• [Exercise] In the listing below, find the line that contains "index mcp: (938, 652)" and the line that contains "thumb ip: (1012, 714)". Quote both and every line between them, exactly, and nothing more.

• [Material supplied]
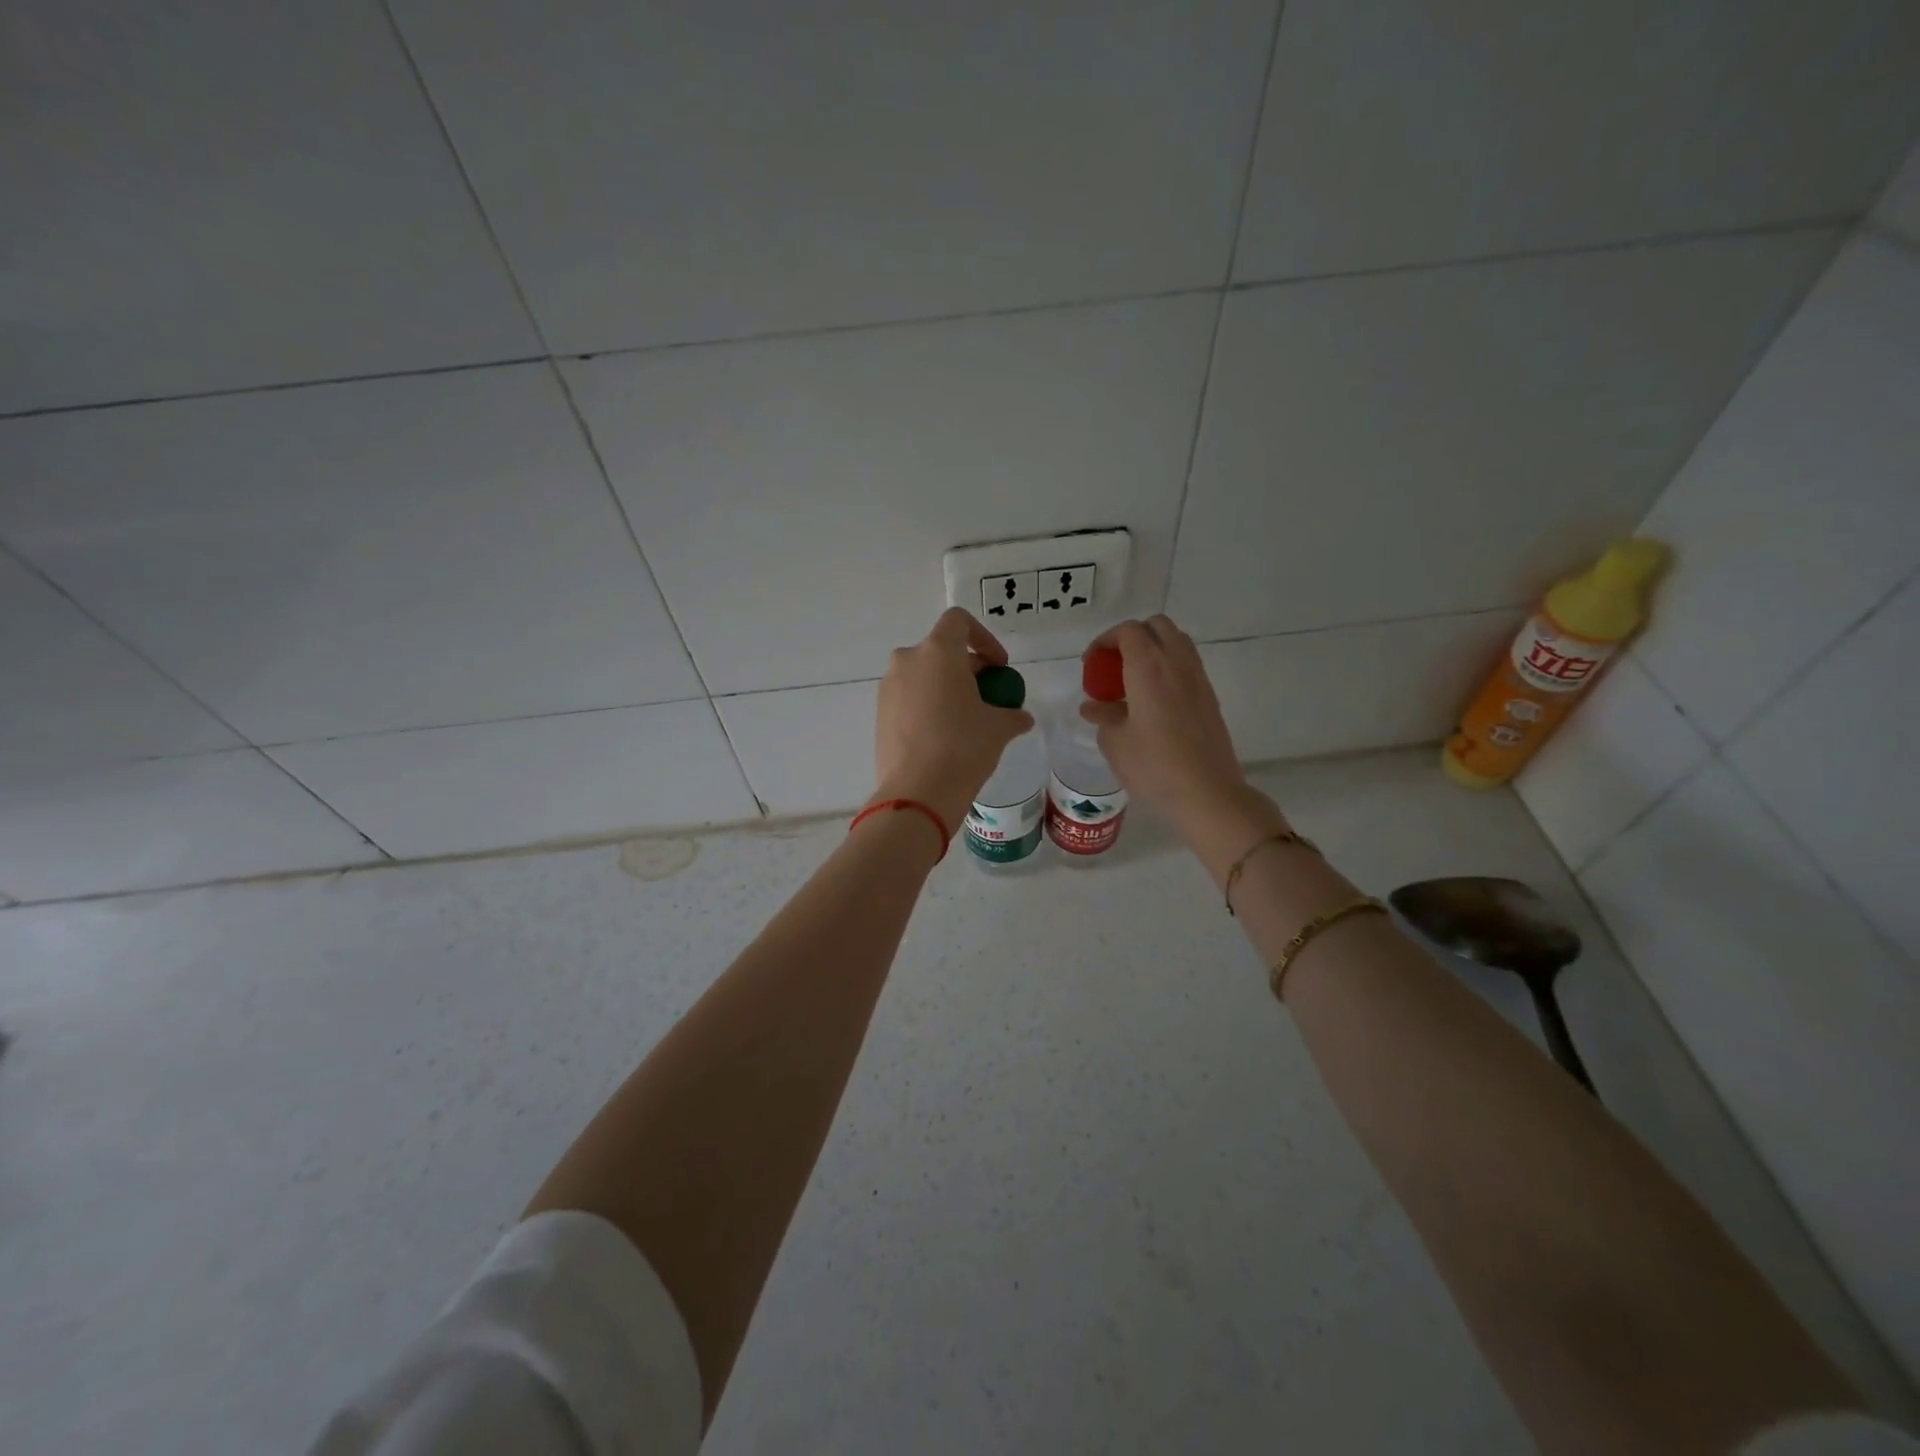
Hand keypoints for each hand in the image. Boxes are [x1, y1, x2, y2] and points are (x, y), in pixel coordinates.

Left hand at [873, 608, 1035, 833]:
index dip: (984, 638)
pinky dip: (928, 706)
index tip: (998, 667)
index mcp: (938, 652)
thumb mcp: (999, 728)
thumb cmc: (963, 747)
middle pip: (941, 650)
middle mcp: (908, 661)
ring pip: (923, 675)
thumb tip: (1020, 718)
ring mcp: (889, 688)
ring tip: (966, 719)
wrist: (918, 792)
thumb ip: (1012, 714)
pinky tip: (943, 737)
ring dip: (946, 688)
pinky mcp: (880, 714)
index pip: (959, 621)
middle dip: (967, 668)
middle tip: (987, 696)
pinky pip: (909, 699)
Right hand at [1081, 616, 1284, 853]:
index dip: (1106, 640)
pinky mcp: (1209, 697)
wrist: (1207, 793)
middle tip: (1114, 665)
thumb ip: (1103, 716)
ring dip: (1153, 650)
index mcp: (1149, 667)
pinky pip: (1186, 665)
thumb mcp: (1116, 743)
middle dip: (1131, 637)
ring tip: (1132, 681)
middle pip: (1156, 626)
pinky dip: (1167, 668)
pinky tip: (1153, 700)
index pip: (1128, 631)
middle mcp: (1177, 663)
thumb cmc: (1154, 766)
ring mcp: (1198, 679)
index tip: (1092, 663)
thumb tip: (1094, 707)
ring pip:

• [Output of the exercise]
index mcp: (938, 652)
thumb mcp: (999, 728)
thumb cmc: (963, 747)
middle pip: (941, 650)
middle mcp: (908, 661)
ring pip: (923, 675)
thumb tip: (1020, 718)
ring mcp: (889, 688)
ring tip: (966, 719)
wrist: (918, 792)
thumb ip: (1012, 714)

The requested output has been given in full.